I've enjoyed reading this thread. I only fish lake erie and I've caught some white bass, drum, and walleye that would have made the list. but this yr wasn't one of them. I did get a 31" walleye but it was my only good one. and I didn't catch any drum or white bass that was of any size. I've never applied for a fish ohio pin. but I do enjoy catching ohio fish. good luck to you all in 2017.
sherman


----------



## garhtr (Jan 12, 2009)

Bigguy513 said:


> Funny, I almost posted this the exact thing the other day. I think they need to make adjustments. The hybrid needs to be bumped up to 25" or 26" imo. Gar need to be added and I feel like smallmouth needs to be 19".
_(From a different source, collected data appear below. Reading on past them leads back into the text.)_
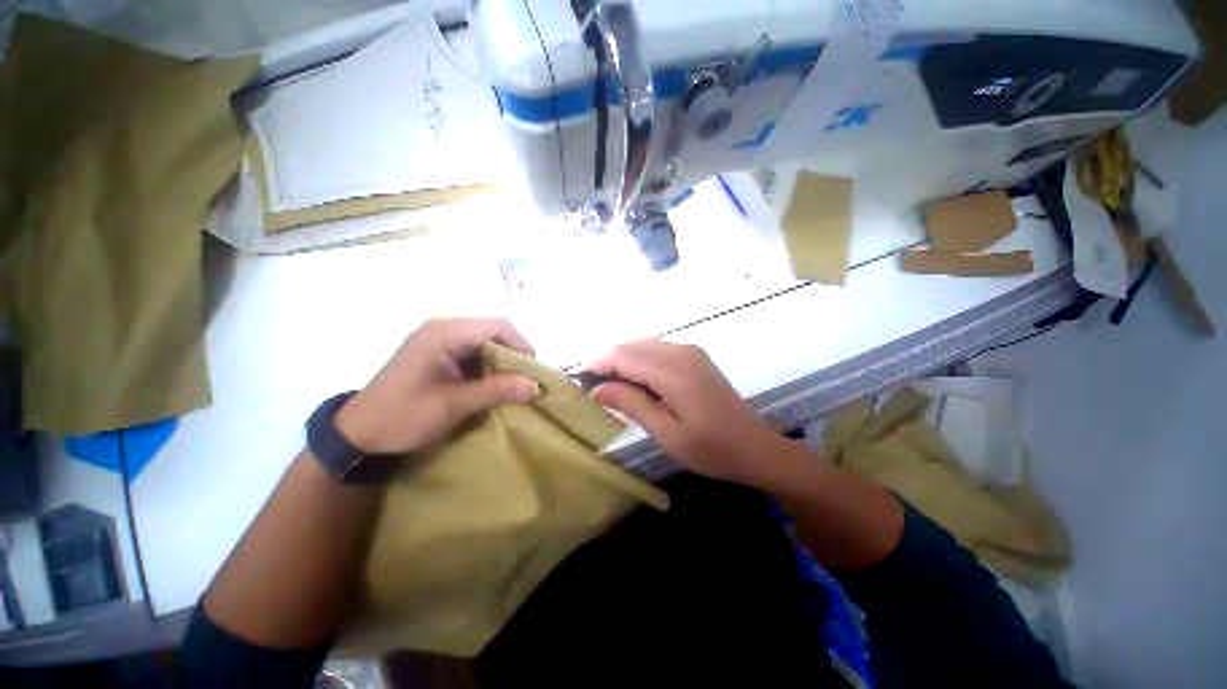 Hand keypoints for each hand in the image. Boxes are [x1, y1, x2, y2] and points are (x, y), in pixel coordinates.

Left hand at [335, 318, 540, 453]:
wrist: (358, 434)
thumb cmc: (403, 416)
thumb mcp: (454, 404)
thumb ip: (497, 391)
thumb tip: (536, 386)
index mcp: (444, 333)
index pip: (497, 327)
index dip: (522, 346)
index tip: (534, 372)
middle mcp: (443, 327)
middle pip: (493, 331)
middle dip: (514, 355)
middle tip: (526, 380)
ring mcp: (439, 339)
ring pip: (486, 341)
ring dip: (502, 362)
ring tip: (512, 384)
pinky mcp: (438, 351)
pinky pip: (474, 351)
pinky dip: (488, 366)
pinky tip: (491, 384)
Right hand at [587, 340, 787, 485]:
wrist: (755, 447)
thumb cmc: (711, 449)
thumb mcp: (667, 433)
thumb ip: (632, 405)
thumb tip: (597, 389)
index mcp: (674, 371)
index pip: (624, 356)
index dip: (599, 365)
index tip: (581, 382)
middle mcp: (681, 352)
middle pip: (632, 346)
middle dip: (609, 362)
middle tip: (595, 389)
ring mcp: (690, 352)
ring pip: (644, 345)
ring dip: (624, 361)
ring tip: (612, 387)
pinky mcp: (695, 357)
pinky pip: (658, 350)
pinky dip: (640, 361)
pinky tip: (637, 382)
I'd like to see gar added, (one of the most under- utilized resources in our waters) maybe 46" would be a good place to start and I agree hybrids should be a minimum of 25 and maybe 28 ?? and carp should be bumped up a few inches also, maybe 30"
A 26 " Buffalo is pretty tough to find--- maybe some day it'll find its way on the list.
Good luck and keep Fishing !


----------



## garhtr (Jan 12, 2009)

sherman51 said:


> I've enjoyed reading this thread. I only fish lake erie and I've caught some white bass, drum, and walleye that would have made the list. but this yr wasn't one of them. I did get a 31" walleye
> sherman


 Nice job Sherman a 31" walleye is a trophy anywhere and everywhere !
I wish I lived a little closer to Erie but I would probably spend too much time chasing walleye and smallies in summer and steelhead the rest of the year.
Good luck and Good Fishing !


----------



## Bigguy513 (Jun 7, 2015)

garhtr said:


> I'd like to see gar added, (one of the most under- utilized resources in our waters) maybe 46" would be a good place to start and I agree hybrids should be a minimum of 25 and maybe 28 ?? and carp should be bumped up a few inches also, maybe 30"
> A 26 " Buffalo is pretty tough to find--- maybe some day it'll find its way on the list.
> Good luck and keep Fishing !


Gar for sure, love catching them early in the spring. They jump and burn drag like crazy. When I hear ppl talk about killing them purposely bc the are overpopulated or trash fish it really bugs me. They are the oldest freshwater fish other than sturgeon and are masters or survival. 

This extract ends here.